We Were Testing the Tests Wrong: The Corrected Signal Protocol
Our testing infrastructure had a bug that made every signal look better than it was. runStandaloneSignal() never removed the 7% edge threshold — so all 40 'accepted' signals were validated on a pre-filtered pool. The fix was 2 lines of code. The damage was 10 days of false confidence. Here's the corrected protocol with 7 new hard rules.
We're rewriting our testing protocol. Not because the old one was bad in principle — pre-registration, walk-forward validation, regime stratification, bootstrap CIs. All of that was correct. The problem was a bug in the testing infrastructure itself that made every result look better than it was.
This post covers what went wrong, the corrected mental model, and the specific guardrails we've added so it can't happen again.

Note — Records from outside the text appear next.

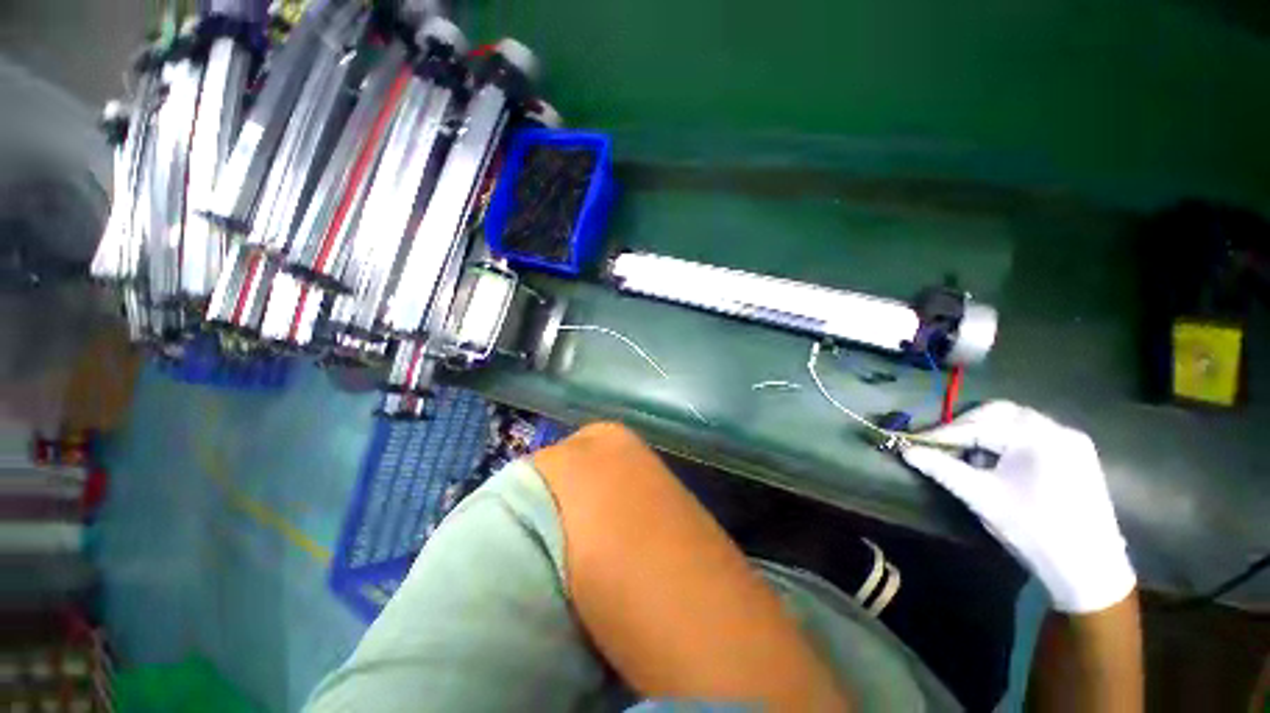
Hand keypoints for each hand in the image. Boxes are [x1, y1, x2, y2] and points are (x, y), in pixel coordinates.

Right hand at [901, 401, 1135, 613]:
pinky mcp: (1077, 454)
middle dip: (966, 426)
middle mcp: (1058, 429)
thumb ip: (942, 468)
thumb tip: (906, 451)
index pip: (978, 426)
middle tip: (942, 445)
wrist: (1088, 570)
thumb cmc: (1033, 531)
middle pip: (999, 413)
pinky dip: (1007, 442)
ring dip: (986, 433)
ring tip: (969, 456)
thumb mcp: (981, 498)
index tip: (914, 443)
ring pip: (1016, 421)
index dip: (942, 434)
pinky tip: (997, 463)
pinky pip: (1033, 435)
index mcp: (1038, 438)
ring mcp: (1072, 441)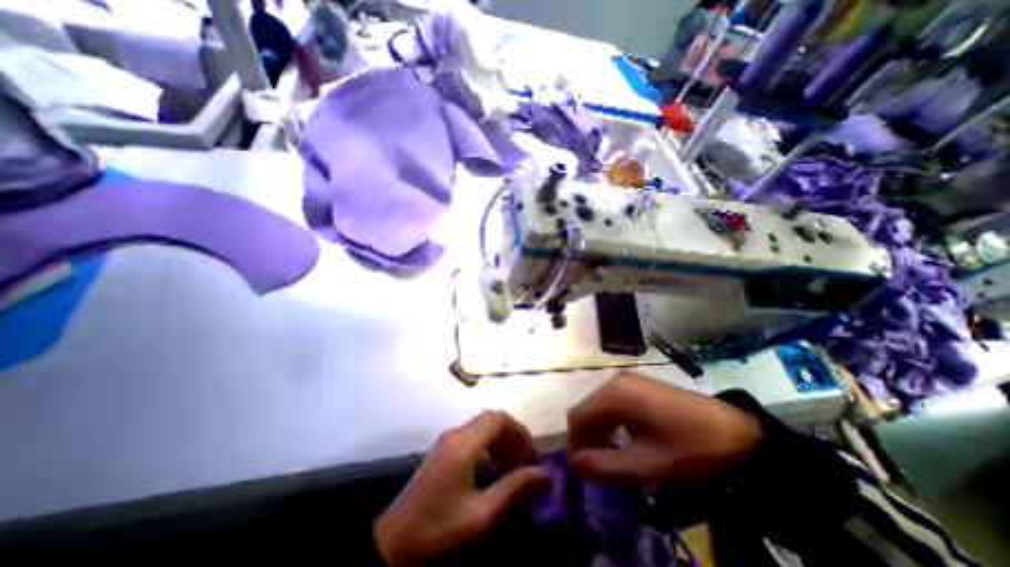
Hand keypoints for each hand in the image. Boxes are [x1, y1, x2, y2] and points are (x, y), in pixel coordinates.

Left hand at [373, 411, 548, 565]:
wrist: (392, 542)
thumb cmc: (438, 529)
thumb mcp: (481, 514)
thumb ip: (513, 488)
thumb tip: (543, 474)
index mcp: (464, 445)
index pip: (498, 419)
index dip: (518, 430)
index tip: (531, 454)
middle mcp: (456, 434)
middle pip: (491, 419)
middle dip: (511, 436)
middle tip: (523, 462)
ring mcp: (447, 439)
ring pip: (482, 425)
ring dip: (500, 440)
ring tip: (511, 467)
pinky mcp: (443, 447)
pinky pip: (472, 434)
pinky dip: (488, 444)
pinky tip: (491, 469)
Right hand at [566, 371, 760, 481]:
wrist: (735, 431)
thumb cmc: (689, 448)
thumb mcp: (646, 464)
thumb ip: (604, 466)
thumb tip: (574, 463)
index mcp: (615, 394)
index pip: (578, 417)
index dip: (575, 443)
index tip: (583, 468)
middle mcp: (616, 380)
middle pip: (587, 409)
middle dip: (587, 437)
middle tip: (599, 465)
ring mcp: (627, 378)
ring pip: (598, 405)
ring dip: (599, 430)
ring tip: (612, 454)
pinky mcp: (638, 382)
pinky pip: (612, 400)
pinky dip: (611, 420)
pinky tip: (625, 437)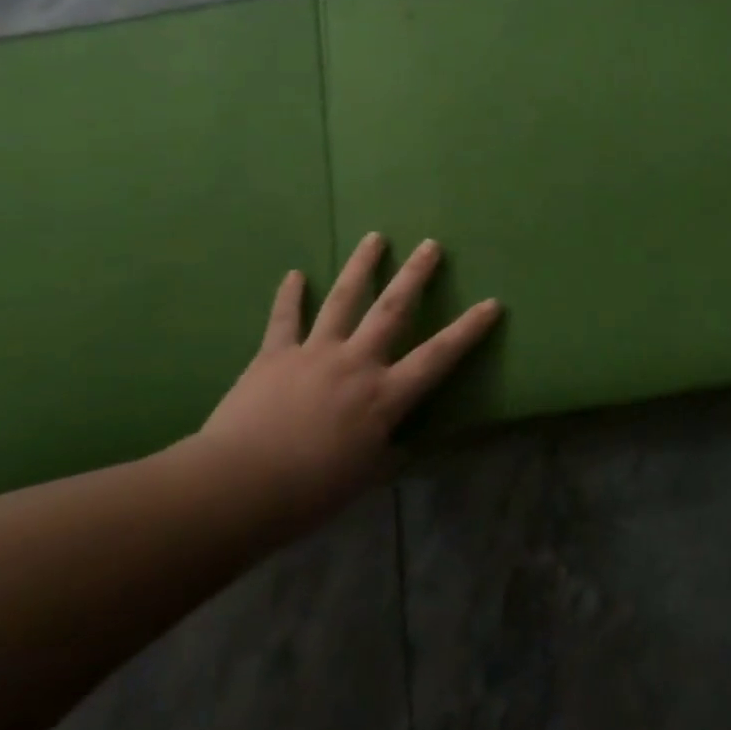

The Layered Stack: Why Isolation Testing Is the Wrong Frame
Before we get to the bug, we need to reframe how we think about signal testing. We were asking "does this signal work alone?" That's the wrong question. No signal works alone. The system is a layered stack:
Layer 3: Signal filters (variance, congestion, regime, style) Layer 2: Core filters (minEdge ≥ 7%, odds ≤ 2.0) Layer 1: MI Bivariate Poisson (produces CLV from devigged odds)
Layer 1 is the foundation. The solver produces +11% CLV across 26 leagues. That's real and universal. But +11% CLV with -6% ROI means the model sees edge it can't capture.
Layer 2 is where ROI improves. The edge threshold (only bet when CLV ≥ 7%) and odds cap (≤ 2.0) together turn -6% ROI into ~-1.4%. These aren't "signals" — they're the core filtration that makes the model's edge actionable.
Layer 3 is where individual signals live. Variance filters, congestion checks, regime multipliers. These layer on top of the core. Testing them without the core is like testing whether a roof keeps rain out without the walls.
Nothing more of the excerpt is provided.